Exercise ▸ Pull out each line of the records holding the string "pixels".

Information shown ▸
↓
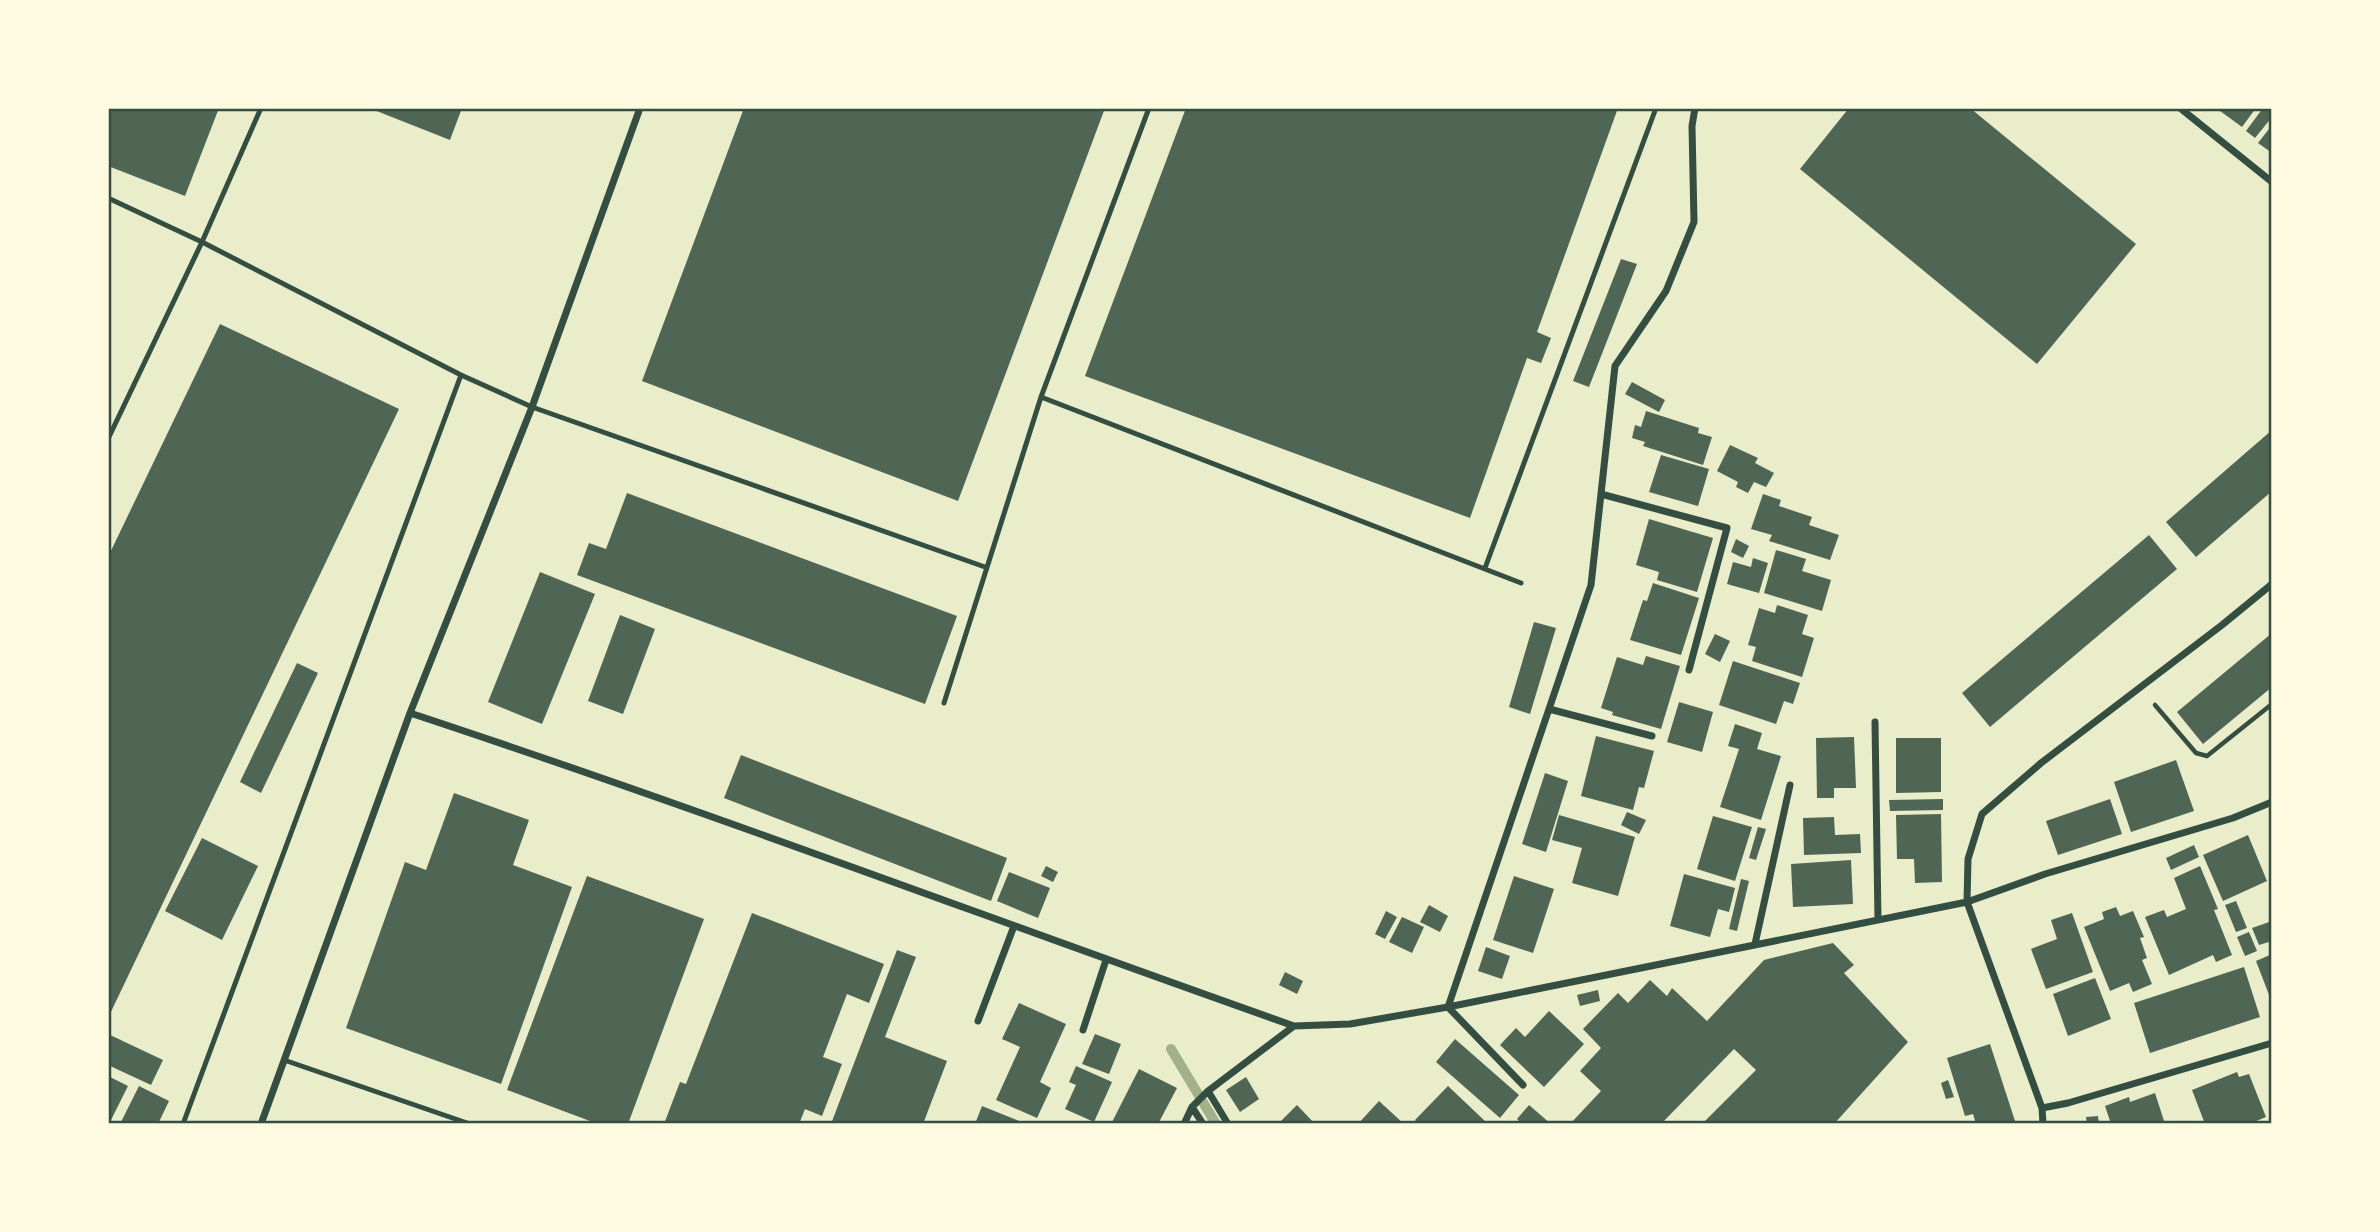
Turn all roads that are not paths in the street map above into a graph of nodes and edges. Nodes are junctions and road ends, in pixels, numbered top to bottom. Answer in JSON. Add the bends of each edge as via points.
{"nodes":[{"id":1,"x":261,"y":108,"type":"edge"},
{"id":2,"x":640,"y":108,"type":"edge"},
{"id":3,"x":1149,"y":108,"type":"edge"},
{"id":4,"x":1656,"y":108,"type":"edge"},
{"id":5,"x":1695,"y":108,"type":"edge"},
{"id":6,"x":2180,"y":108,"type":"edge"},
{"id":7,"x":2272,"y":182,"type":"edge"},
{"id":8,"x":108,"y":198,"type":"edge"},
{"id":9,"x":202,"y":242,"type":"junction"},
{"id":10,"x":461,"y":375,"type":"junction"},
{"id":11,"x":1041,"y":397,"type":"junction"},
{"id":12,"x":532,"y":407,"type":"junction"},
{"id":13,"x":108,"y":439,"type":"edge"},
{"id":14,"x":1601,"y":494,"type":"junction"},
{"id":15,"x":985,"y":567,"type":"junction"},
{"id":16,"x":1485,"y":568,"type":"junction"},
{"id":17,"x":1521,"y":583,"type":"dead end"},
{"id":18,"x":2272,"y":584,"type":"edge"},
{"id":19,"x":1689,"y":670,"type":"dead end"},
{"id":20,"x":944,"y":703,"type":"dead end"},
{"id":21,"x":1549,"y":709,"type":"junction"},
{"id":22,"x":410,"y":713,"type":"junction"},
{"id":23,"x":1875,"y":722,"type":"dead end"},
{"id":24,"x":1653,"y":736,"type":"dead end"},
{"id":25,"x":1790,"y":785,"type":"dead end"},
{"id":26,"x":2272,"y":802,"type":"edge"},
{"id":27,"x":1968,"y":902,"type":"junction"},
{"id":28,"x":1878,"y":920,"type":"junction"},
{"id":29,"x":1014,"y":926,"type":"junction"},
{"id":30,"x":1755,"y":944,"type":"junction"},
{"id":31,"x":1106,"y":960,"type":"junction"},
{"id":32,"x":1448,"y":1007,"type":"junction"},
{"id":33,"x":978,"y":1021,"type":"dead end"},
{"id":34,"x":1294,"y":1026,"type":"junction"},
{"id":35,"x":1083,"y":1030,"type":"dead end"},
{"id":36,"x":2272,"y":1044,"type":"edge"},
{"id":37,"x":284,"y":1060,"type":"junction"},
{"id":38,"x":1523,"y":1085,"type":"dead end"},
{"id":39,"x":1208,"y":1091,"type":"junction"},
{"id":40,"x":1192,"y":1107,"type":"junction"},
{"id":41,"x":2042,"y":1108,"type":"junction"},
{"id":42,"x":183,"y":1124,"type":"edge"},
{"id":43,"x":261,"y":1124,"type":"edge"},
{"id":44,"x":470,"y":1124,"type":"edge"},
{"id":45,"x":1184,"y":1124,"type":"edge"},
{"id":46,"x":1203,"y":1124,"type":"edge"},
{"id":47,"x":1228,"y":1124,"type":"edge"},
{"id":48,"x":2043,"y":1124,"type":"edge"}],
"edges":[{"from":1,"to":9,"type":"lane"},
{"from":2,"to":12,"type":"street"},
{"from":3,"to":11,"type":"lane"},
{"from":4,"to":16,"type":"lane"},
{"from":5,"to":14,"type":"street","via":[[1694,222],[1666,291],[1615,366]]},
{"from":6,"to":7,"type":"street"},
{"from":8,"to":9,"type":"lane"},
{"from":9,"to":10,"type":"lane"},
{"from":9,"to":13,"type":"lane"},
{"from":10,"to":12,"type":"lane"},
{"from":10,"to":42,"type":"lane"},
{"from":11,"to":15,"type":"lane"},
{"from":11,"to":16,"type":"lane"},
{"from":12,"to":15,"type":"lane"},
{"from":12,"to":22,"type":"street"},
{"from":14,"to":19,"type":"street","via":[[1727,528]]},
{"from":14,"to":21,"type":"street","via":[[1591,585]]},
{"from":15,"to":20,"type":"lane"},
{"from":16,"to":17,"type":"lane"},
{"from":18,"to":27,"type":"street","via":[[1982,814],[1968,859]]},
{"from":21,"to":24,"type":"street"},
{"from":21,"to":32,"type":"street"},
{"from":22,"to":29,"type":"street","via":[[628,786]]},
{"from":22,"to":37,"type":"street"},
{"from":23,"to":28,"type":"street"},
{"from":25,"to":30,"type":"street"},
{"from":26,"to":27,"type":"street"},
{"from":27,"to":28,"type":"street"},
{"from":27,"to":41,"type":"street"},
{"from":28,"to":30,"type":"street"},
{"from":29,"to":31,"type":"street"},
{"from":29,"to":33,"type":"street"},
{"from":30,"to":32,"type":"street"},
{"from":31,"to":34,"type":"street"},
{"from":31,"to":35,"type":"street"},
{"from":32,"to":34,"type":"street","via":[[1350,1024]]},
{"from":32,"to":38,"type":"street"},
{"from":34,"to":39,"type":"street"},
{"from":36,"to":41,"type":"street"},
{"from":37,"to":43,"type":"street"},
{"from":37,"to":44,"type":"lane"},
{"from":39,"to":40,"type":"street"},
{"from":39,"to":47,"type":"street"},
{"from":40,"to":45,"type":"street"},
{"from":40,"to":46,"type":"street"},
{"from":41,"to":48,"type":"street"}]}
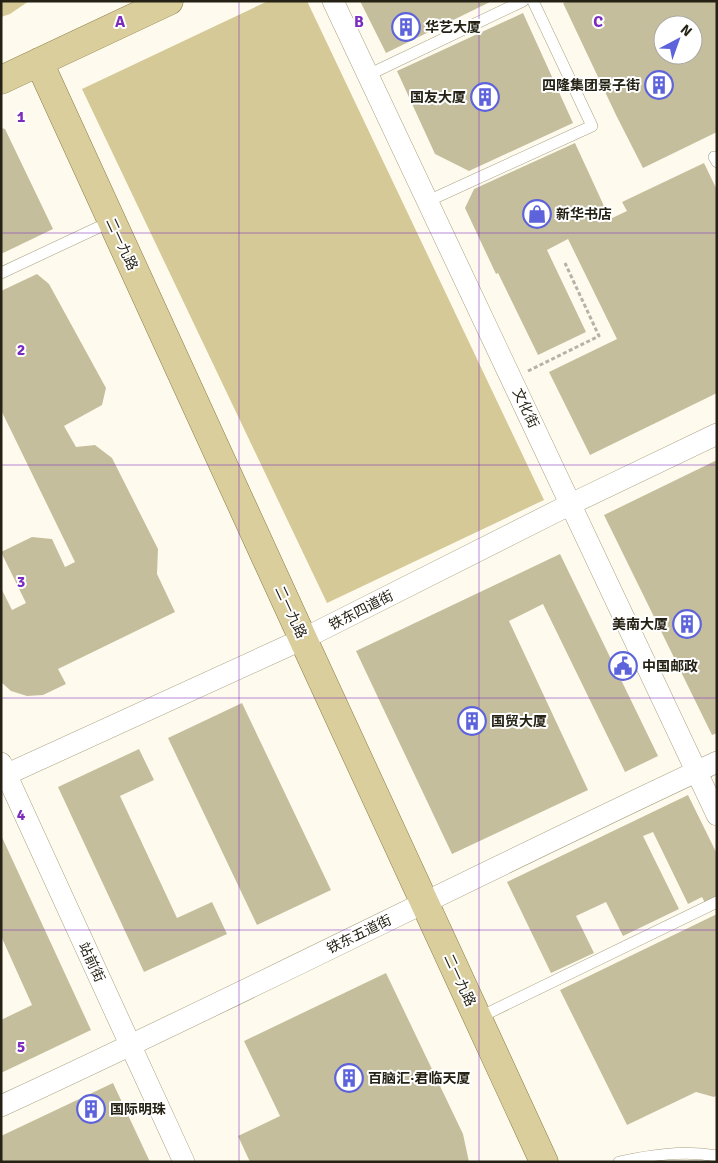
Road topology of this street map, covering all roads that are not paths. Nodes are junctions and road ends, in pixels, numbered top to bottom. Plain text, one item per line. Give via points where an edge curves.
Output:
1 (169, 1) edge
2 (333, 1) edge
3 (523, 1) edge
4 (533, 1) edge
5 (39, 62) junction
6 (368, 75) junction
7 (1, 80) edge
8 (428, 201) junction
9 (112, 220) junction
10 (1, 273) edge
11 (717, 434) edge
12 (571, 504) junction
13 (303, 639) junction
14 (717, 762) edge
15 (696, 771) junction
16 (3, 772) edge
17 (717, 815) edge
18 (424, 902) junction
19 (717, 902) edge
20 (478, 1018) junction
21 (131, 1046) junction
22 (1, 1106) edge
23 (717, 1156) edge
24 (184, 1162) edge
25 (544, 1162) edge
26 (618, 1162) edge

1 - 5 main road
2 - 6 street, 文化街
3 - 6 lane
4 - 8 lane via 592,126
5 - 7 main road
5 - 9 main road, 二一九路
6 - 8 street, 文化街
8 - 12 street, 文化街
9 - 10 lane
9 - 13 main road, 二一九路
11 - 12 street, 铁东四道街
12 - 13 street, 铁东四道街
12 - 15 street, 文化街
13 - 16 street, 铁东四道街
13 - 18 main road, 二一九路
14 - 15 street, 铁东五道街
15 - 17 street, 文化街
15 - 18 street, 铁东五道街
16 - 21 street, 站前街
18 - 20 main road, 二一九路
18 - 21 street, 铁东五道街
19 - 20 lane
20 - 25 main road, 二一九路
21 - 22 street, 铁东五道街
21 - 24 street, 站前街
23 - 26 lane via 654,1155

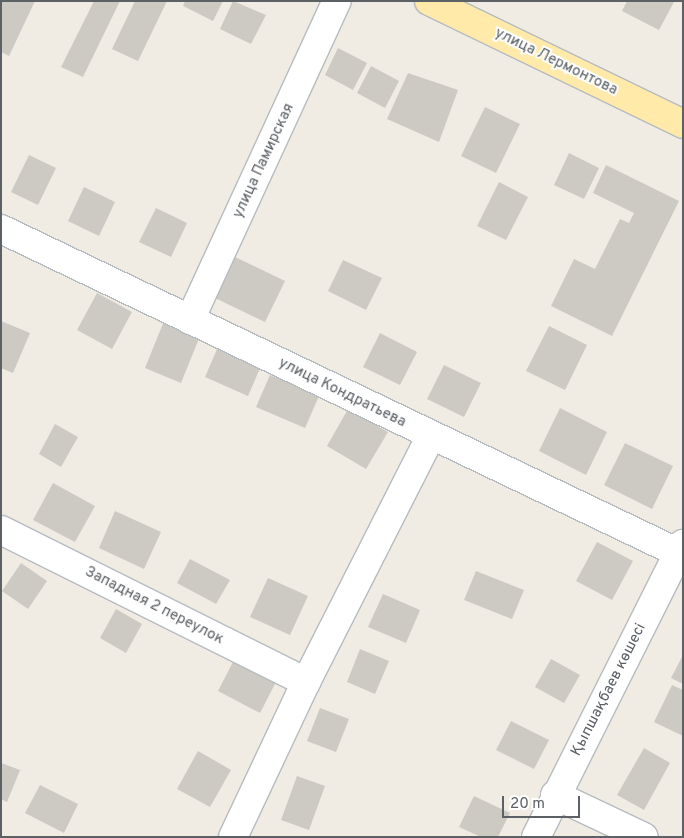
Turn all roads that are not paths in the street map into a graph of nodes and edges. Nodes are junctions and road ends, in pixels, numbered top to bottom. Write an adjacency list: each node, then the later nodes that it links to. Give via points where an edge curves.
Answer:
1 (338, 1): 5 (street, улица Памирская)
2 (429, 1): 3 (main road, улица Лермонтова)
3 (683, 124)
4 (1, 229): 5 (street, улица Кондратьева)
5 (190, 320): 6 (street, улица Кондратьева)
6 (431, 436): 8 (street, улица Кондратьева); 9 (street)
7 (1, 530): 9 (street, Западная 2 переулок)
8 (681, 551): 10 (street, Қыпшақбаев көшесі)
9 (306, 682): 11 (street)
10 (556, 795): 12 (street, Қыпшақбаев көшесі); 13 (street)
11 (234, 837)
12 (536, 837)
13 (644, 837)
↑
Completed task ▸
Turn all roads that are not paths in the street map above into a graph of nodes and edges. Nodes are junctions and road ends, in pixels, numbered top to bottom. Answer in JSON. Add the bends of each edge as via points.
Road topology of this street map, covering all roads that are not paths. Nodes are junctions and road ends, in pixels, numbered top to bottom. Plain text, one item per line. Give via points where an edge curves.
Turn all roads that are not paths in the street map into a graph of nodes and edges. Nodes are junctions and road ends, in pixels, numbered top to bottom. Write an adjacency list: each node, then the later nodes that it links to. Give via points where an edge curves.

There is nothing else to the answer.